O MPF (Ministério Público Federal) acusou as mineradoras BHP e Vale de conluio com um advogado para reduzir a indenização de vítimas do rompimento de uma barragem de rejeitos em Mariana (MG) e de interferir em um processo judicial histórico que tramita no Reino Unido contra a primeira empresa.

O colapso da estrutura aconteceu em 2015 e completa cinco anos em novembro. A barragem de Fundão, da Samarco, joint venture de BHP e Vale, liberou uma enxurrada de lama que destruiu cidades e matou 19 pessoas.

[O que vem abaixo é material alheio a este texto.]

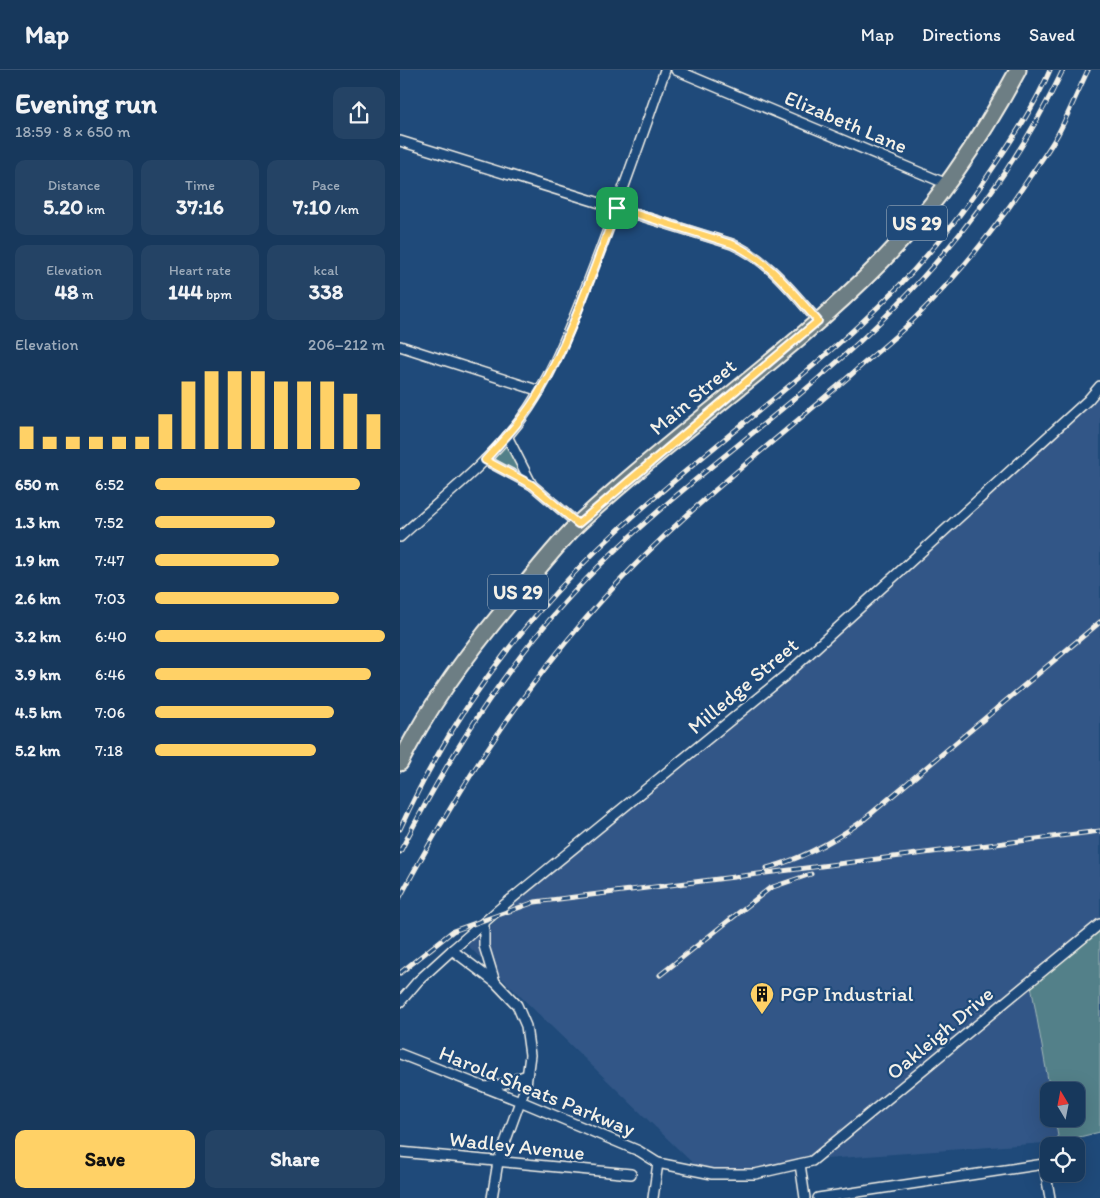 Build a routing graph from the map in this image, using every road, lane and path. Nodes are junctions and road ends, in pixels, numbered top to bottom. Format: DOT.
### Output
graph roads {
  1 [pos="665,70"];
  2 [pos="676,70"];
  3 [pos="1018,70"];
  4 [pos="400,141"];
  5 [pos="948,184"];
  6 [pos="617,208"];
  7 [pos="818,321"];
  8 [pos="400,346"];
  9 [pos="1100,386"];
  10 [pos="540,391"];
  11 [pos="507,436"];
  12 [pos="485,460"];
  13 [pos="532,485"];
  14 [pos="578,524"];
  15 [pos="400,537"];
  16 [pos="402,753"];
  17 [pos="484,923"];
  18 [pos="1100,924"];
  19 [pos="452,950"];
  20 [pos="495,982"];
  21 [pos="400,1002"];
  22 [pos="400,1054"];
  23 [pos="528,1075"];
  24 [pos="483,1088"];
  25 [pos="520,1101"];
  26 [pos="400,1152"];
  27 [pos="498,1162"];
  28 [pos="658,1163"];
  29 [pos="800,1164"];
  30 [pos="631,1174"];
  31 [pos="492,1198"];
  32 [pos="653,1198"];
  33 [pos="805,1198"];
  34 [pos="818,1198"];
  35 [pos="1050,1198"];
  1 -- 6 [label="street"];
  2 -- 5 [label="street, Elizabeth Lane"];
  3 -- 5 [label="main road, Main Street / US 29"];
  4 -- 6 [label="street"];
  5 -- 7 [label="main road, Main Street / US 29"];
  6 -- 7 [label="street"];
  6 -- 10 [label="street"];
  7 -- 14 [label="main road, Main Street / US 29"];
  8 -- 10 [label="street"];
  9 -- 17 [label="street, Milledge Street"];
  10 -- 11 [label="street"];
  11 -- 12 [label="street"];
  11 -- 13 [label="street"];
  12 -- 13 [label="street"];
  12 -- 15 [label="street"];
  13 -- 14 [label="street"];
  14 -- 16 [label="main road, Main Street / US 29"];
  17 -- 19 [label="street, Milledge Street"];
  17 -- 20 [label="street"];
  18 -- 29 [label="street, Oakleigh Drive"];
  19 -- 20 [label="street"];
  19 -- 21 [label="street, Milledge Street"];
  20 -- 23 [label="street"];
  22 -- 24 [label="street, Harold Sheats Parkway"];
  23 -- 24 [label="street"];
  23 -- 25 [label="street"];
  24 -- 25 [label="street, Harold Sheats Parkway"];
  25 -- 27 [label="street"];
  25 -- 28 [label="street, Harold Sheats Parkway"];
  26 -- 27 [label="street, Wadley Avenue"];
  27 -- 30 [label="street, Wadley Avenue"];
  27 -- 31 [label="street"];
  28 -- 29 [label="street"];
  28 -- 32 [label="street"];
  29 -- 33 [label="street"];
  34 -- 35 [label="street"];
} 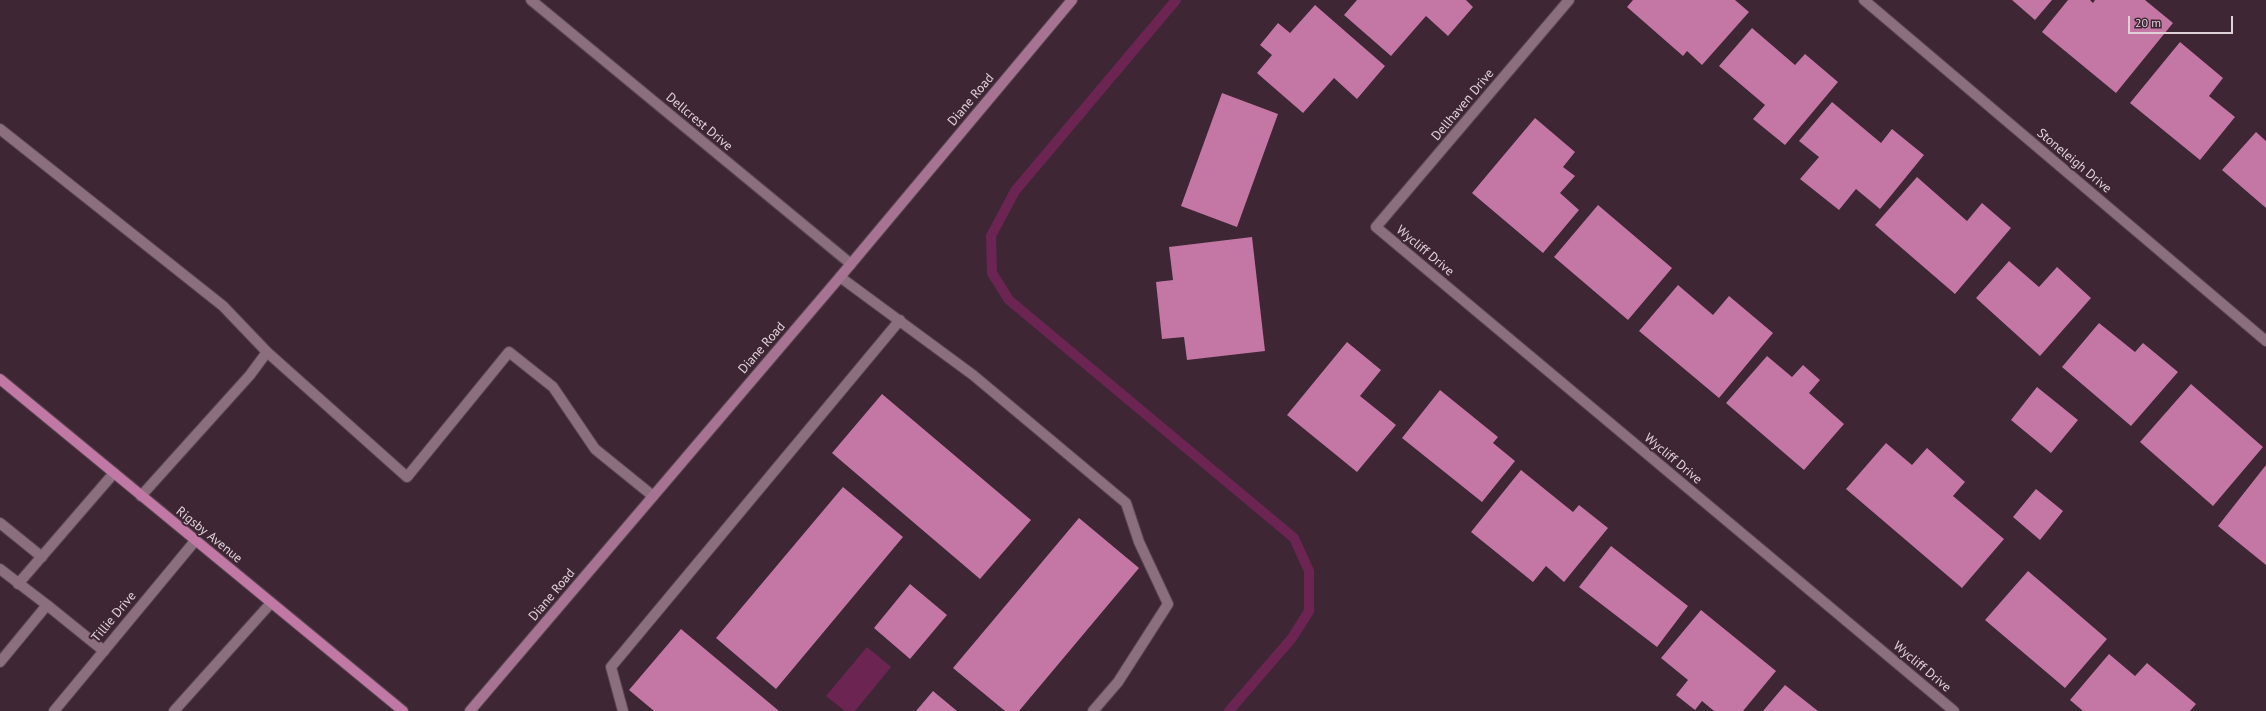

O desastre ambiental é considerado o maior da história brasileira, por ter contaminado o rio Doce por centenas de quilômetros, do interior de Minas Gerais ao litoral do Espírito Santo.

Em um documento de 91 páginas anexado aos autos do processo nesta quinta-feira (22), procuradores de Minas criticaram um juiz que aceitou impor limites de compensação a nove requerentes e, depois, estendeu os limites para todas as vítimas de Baixo Guandu (ES), afetadas pelo rio de lama.

Foto: Eduardo Anizelli/Folhapress

As reivindicações de danos morais foram limitadas a R$ 10 mil. Os procuradores afirmam que o juiz decidiu o caso sob sigilo, sem a devida participação do MPF, apesar dos pedidos para acesso.

“Há notícias de que os advogados e advogadas das comissões vêm distorcendo as razões da pretensão recursal com propagação de informações falsas e mal intencionadas e que só aumentam o sofrimento das vítimas”, escreveram os procuradores em nota conjunta com a Defensoria Pública da União, o Ministério Público de Minas Gerais e a Defensoria Pública de Minas Gerais.

Eles pedem que o Tribunal respeite as indenizações arbitradas como parâmetros mínimos e que a Fundação Renova, criada para tocar o programa de reparação, continue com os pagamentos.

A decisão colocaria fim às responsabilidades da BHP, Vale e Samarco pelas vítimas que aceitarem a indenização, segundo os procuradores.

Quem receber pagamentos com base na decisão não teria a oportunidade de pedir uma indenização adicional fora do país ou uma complementação futura, por exemplo.

“O processo de reparação está em curso. Portanto, exigir quitação geral ou o fim do cadastramento é considerado atitude ilegal e lesiva aos interesses das comunidades atingidas, na medida em que as consequências do desastre persistem na vida de milhares de pessoas, logo, pode ser necessária complementação de valores já pagos”, afirmaram os procuradores.

Eles também criticaram as mineradoras por pressionar os moradores. “O tempo não pode ser utilizado como elemento de pressão para a almejada reparação. Sabemos do sofrimento e da aflição com a demora, acarretada exclusivamente pela postura das empresas Samarco, Vale, BHP e Fundação Renova, que não possuem compromisso com a celeridade do processo.”

No início de outubro, o MPF já havia pedido o retorno de uma Ação Civil Pública que pode condenar as mineradoras ao pagamento de R$ 155 bilhões.

A anglo-australiana BHP também é objeto de uma ação judicial de 6,3 bilhões de dólares no Reino Unido, movida por 200 mil pessoas e grupos do Brasil.

Procuradas pela reportagem, a Vale e a BHP não responderam até esta publicação.